オーナーとスマートデイズ社とのシェアハウスの賃貸契約書。業者が一括で借り上げる「サブリース」を30年続けると記されている(撮影/朝日新聞記者・藤田知也)
オーナーとスマートデイズ社とのシェアハウスの賃貸契約書。業者が一括で借り上げる「サブリース」を30年続けると記されている(撮影/朝日新聞記者・藤田知也)
シェアハウス投資をめぐるトラブルの構図(AERA 2018年2月12号より)
シェアハウス投資をめぐるトラブルの構図(AERA 2018年2月12号より)

「シンデレラは夢をかなえるために馬車に乗った」

 不倫騒動から復帰したベッキー(33)がそう語るテレビCMがお茶の間に流れた。昨年春ごろだ。売り込んだのは、スマートデイズ(SD)社が首都圏で展開する女性専用シェアハウス「かぼちゃの馬車」。初期費用が安く家具などの準備も不要。身一つで上京したい地方の若い女性がターゲットだが、この“馬車”が今や大揺れだ。

【図で見る】シェアハウス投資をめぐるトラブルの構図

 1月下旬、東京・飯田橋の貸し会議室で開かれたSD社の説明会。「かぼちゃの馬車」の多くはSD社が長期の家賃を保証し、会社員らに投資させているが、SD社の菅沢聡社長が死刑宣告をするように言い渡した。

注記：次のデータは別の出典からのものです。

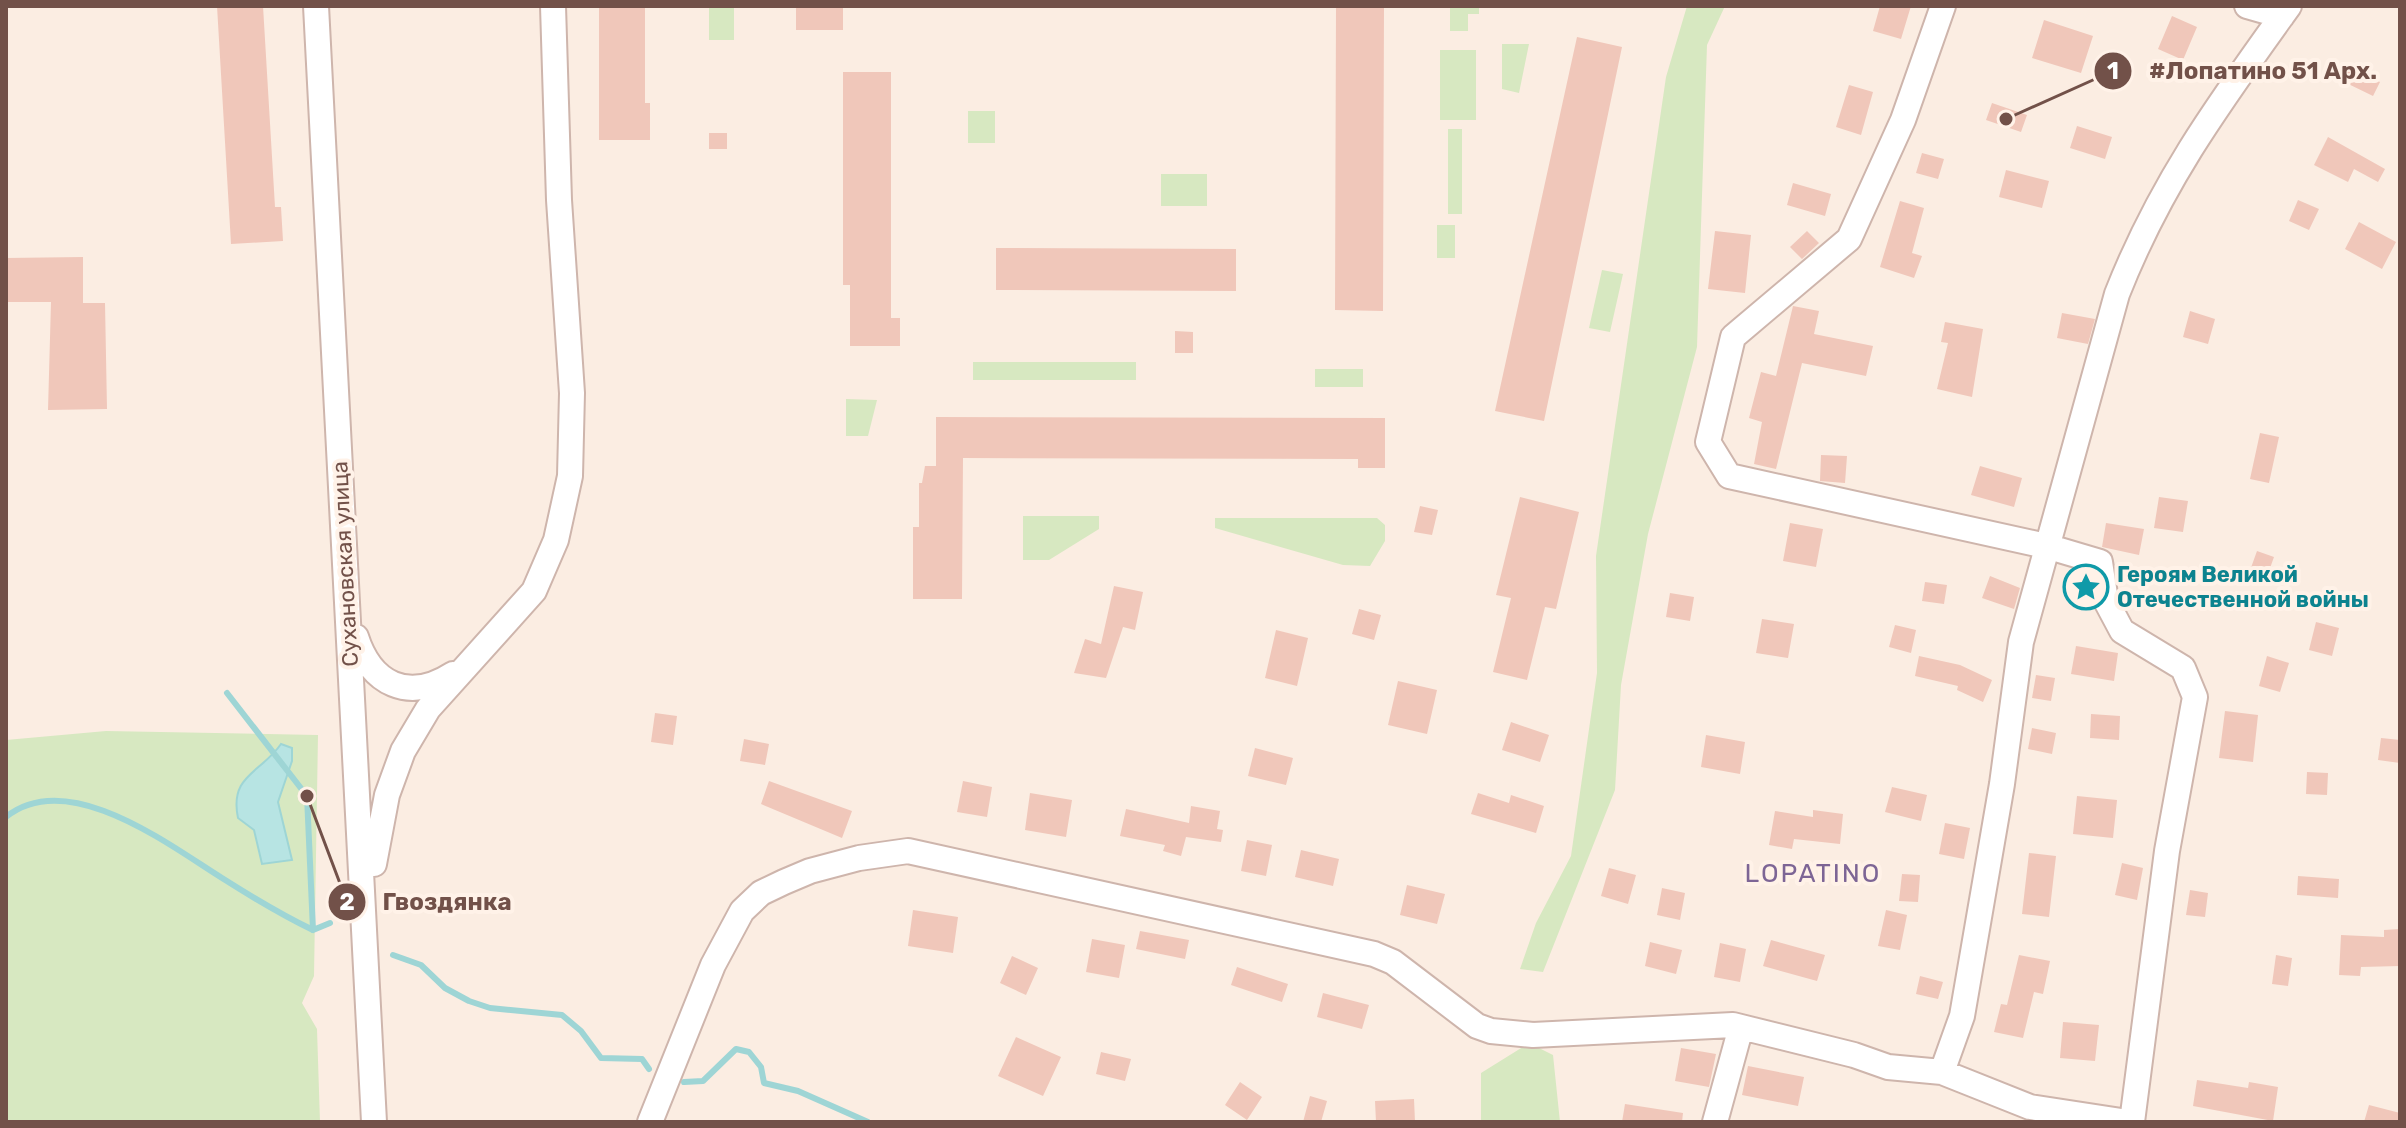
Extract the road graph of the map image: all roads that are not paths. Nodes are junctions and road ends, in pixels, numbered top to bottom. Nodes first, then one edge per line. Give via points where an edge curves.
1 (316, 6) edge
2 (553, 6) edge
3 (1943, 6) edge
4 (2247, 6) edge
5 (2286, 11) edge
6 (2046, 546) junction
7 (347, 612) junction
8 (471, 661) junction
9 (365, 937) junction
10 (1741, 1027) junction
11 (1942, 1072) junction
12 (374, 1122) edge
13 (650, 1122) edge
14 (1715, 1122) edge
15 (2130, 1122) edge

1 - 7 street, Сухановская улица
2 - 8 street via 572,393 570,476 556,540 534,591
3 - 6 street via 1903,120 1849,239 1733,337 1708,442 1729,476
4 - 5 street
5 - 6 street via 2184,157 2138,242 2117,294
6 - 11 street via 2021,642 1962,1016
6 - 15 street via 2100,562 2106,601 2122,631 2183,668 2195,697 2167,851
7 - 8 street via 364,661 387,682 417,689 438,683
7 - 9 street, Сухановская улица
8 - 9 street via 428,709 403,751 376,839
9 - 12 street, Сухановская улица
10 - 11 street via 1888,1067
10 - 13 street via 1491,1031 1374,954 908,851 889,852 810,871 761,893 742,911 713,965
10 - 14 street
11 - 15 street via 2030,1107

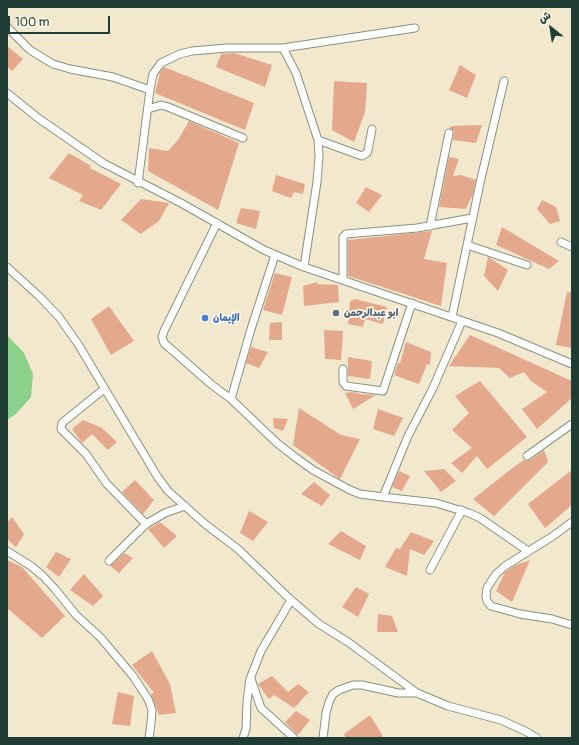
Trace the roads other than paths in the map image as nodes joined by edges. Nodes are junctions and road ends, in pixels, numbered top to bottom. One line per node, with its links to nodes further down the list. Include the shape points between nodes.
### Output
1 (7, 28): 5 (street, via 30,50 53,64 113,77)
2 (415, 28): 3 (street)
3 (283, 48): 5 (street, via 227,48 180,54 161,63 153,74); 11 (street, via 296,73)
4 (504, 81): 13 (street)
5 (150, 90): 7 (street)
6 (7, 92): 12 (street, via 81,149)
7 (148, 109): 10 (street, via 161,105 168,107); 12 (street)
8 (372, 129): 11 (street, via 368,150 362,156)
9 (448, 133): 15 (street)
10 (243, 138)
11 (318, 140): 21 (street, via 317,182)
12 (138, 182): 14 (street)
13 (472, 218): 15 (street); 17 (street)
14 (217, 223): 19 (street); 30 (street, via 162,337 166,344)
15 (430, 226): 23 (street, via 346,234 343,237)
16 (561, 242): 18 (street)
17 (467, 245): 20 (street); 25 (street)
18 (572, 247)
19 (275, 255): 21 (street); 30 (street)
20 (527, 265)
21 (304, 267): 23 (street)
22 (7, 268): 29 (street, via 40,296 59,317)
23 (343, 279): 24 (street)
24 (412, 303): 25 (street); 28 (street, via 383,391 346,386 343,382)
25 (452, 317): 26 (street)
26 (462, 321): 27 (street); 33 (street, via 433,388 408,436)
27 (572, 364)
28 (343, 369)
29 (104, 389): 34 (street, via 168,491); 37 (street, via 62,423 61,429 86,454 107,484)
30 (231, 399): 33 (street, via 277,443 313,470 360,494)
31 (572, 424): 32 (street)
32 (527, 456)
33 (383, 497): 35 (street, via 436,503)
34 (185, 506): 37 (street, via 165,513); 42 (street, via 238,550)
35 (462, 510): 39 (street, via 480,518); 41 (street)
36 (572, 522): 39 (street)
37 (146, 524): 40 (street)
38 (7, 551): 46 (street, via 43,576 133,676 152,710)
39 (528, 551): 43 (street, via 496,574 487,588 488,601 491,606)
40 (109, 561)
41 (430, 570)
42 (291, 600): 44 (street); 45 (street, via 319,624)
43 (572, 625)
44 (250, 676): 47 (street); 48 (street, via 260,708)
45 (417, 693): 49 (street, via 398,693 362,686 339,690 333,694 329,702); 50 (street, via 448,706 501,720)
46 (149, 738)
47 (243, 738)
48 (294, 738)
49 (323, 738)
50 (537, 738)

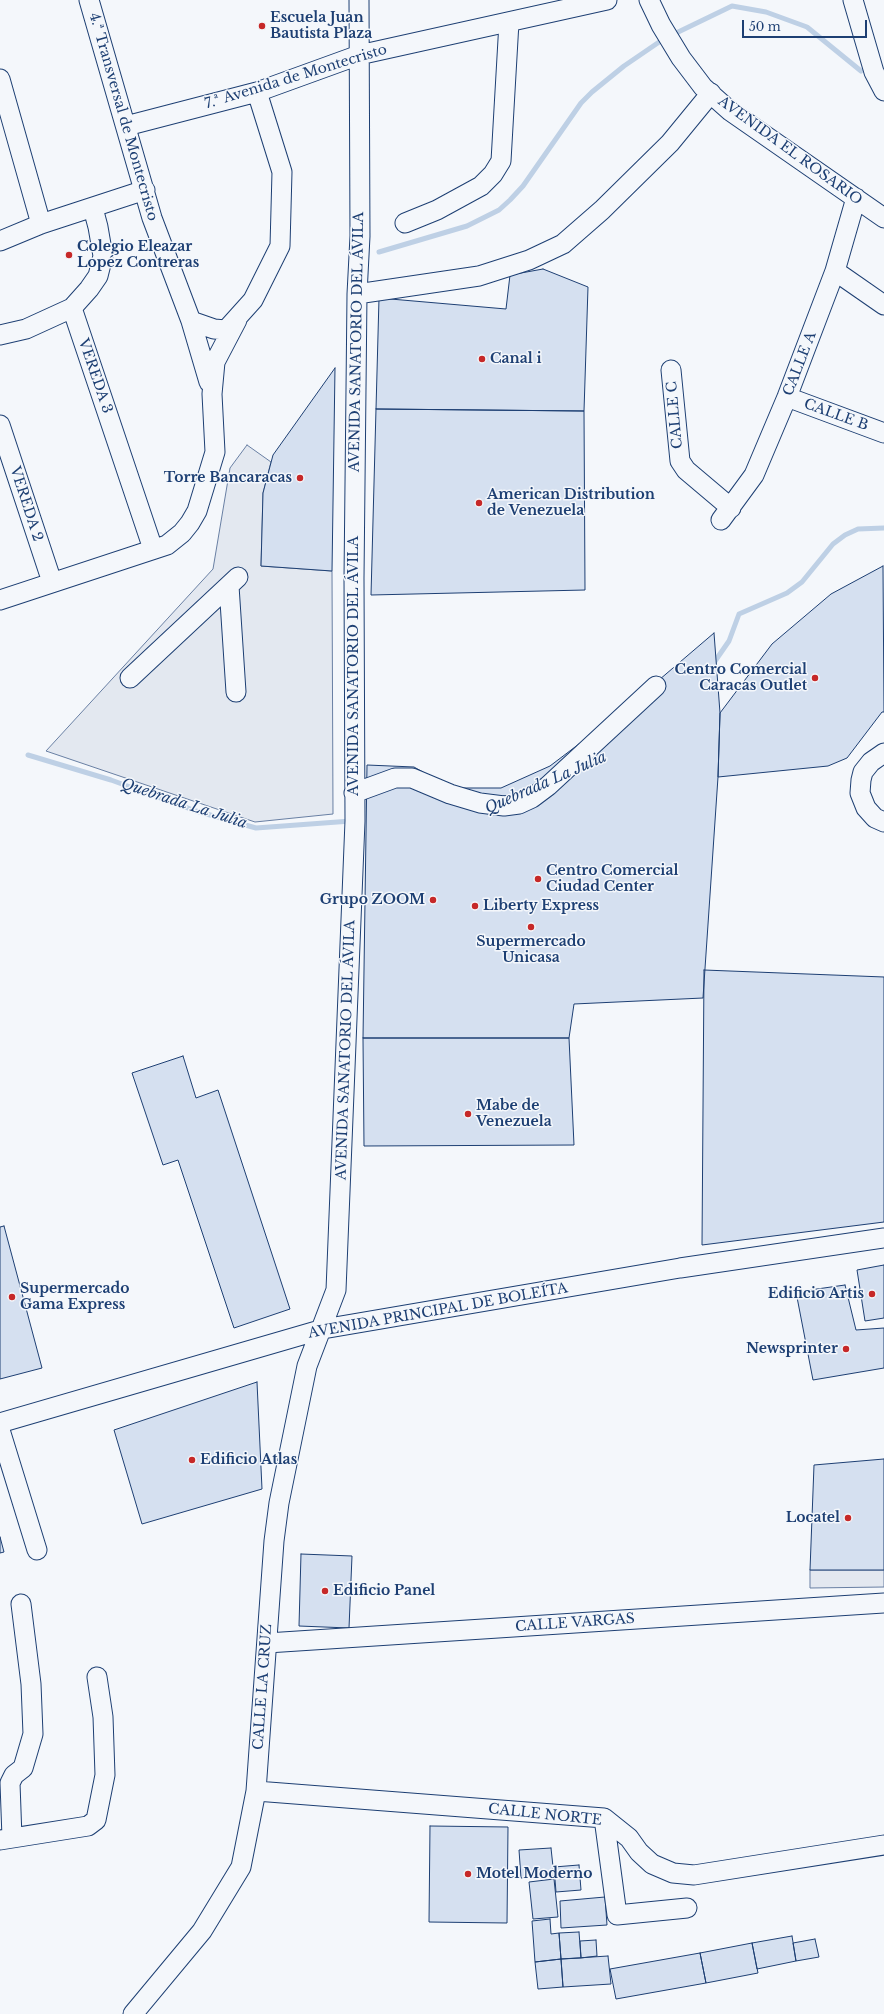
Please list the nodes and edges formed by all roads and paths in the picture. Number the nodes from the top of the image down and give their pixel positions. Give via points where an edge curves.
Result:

「もうお金がない。今月末の分は払えません。来月、再来月もどうなるかわかりません」

 同社が4割前後しかない入居率を高く偽り、職業紹介などの事業外収入が潤沢なように見せかけていたことも告白。出席者はどよめき、「もう破産するしかない」「もって数カ月だ」と悲痛な声も飛び交った。

 菅沢社長も実態をよく知らずにSD社に出資し、再建を狙って1月12日付で社長を引き受けた身だという。民泊や法人利用で借りてくれる企業を見つけると説明したが、保証した家賃は大幅に下げざるを得ないとも付け加えた。SD社は約900棟のシェアハウスを賃貸・管理。建築中か更地の状態が他に100ほどある。大家は約700人いて、9割以上が銀行でお金を借りた。融資元はスルガ銀行が大半で、SD社は昨秋に「スルガ銀 金利引き下げの手続き」という文書まで配布している。

「何か手を打たないと数カ月で貯金が底をつく」

 ある40代の男性会社員は、SD社の説明会後にそう嘆いた。上場企業に勤め、年収は約800万円。ローンを組ませるには格好のターゲットだ。

 男性は投資セミナーで勧められた「かぼちゃ話」にのってしまい、頭金も初期費用もゼロで1億円規模の物件を購入。スルガ銀で全額融資を受け、SD社から月60万円の家賃をもらい、スルガ銀に45万円を返す計画だったが、建物が完成して1年もしないうちに破綻した。十数室あるシェアハウスには、数人の入居者しかいないという。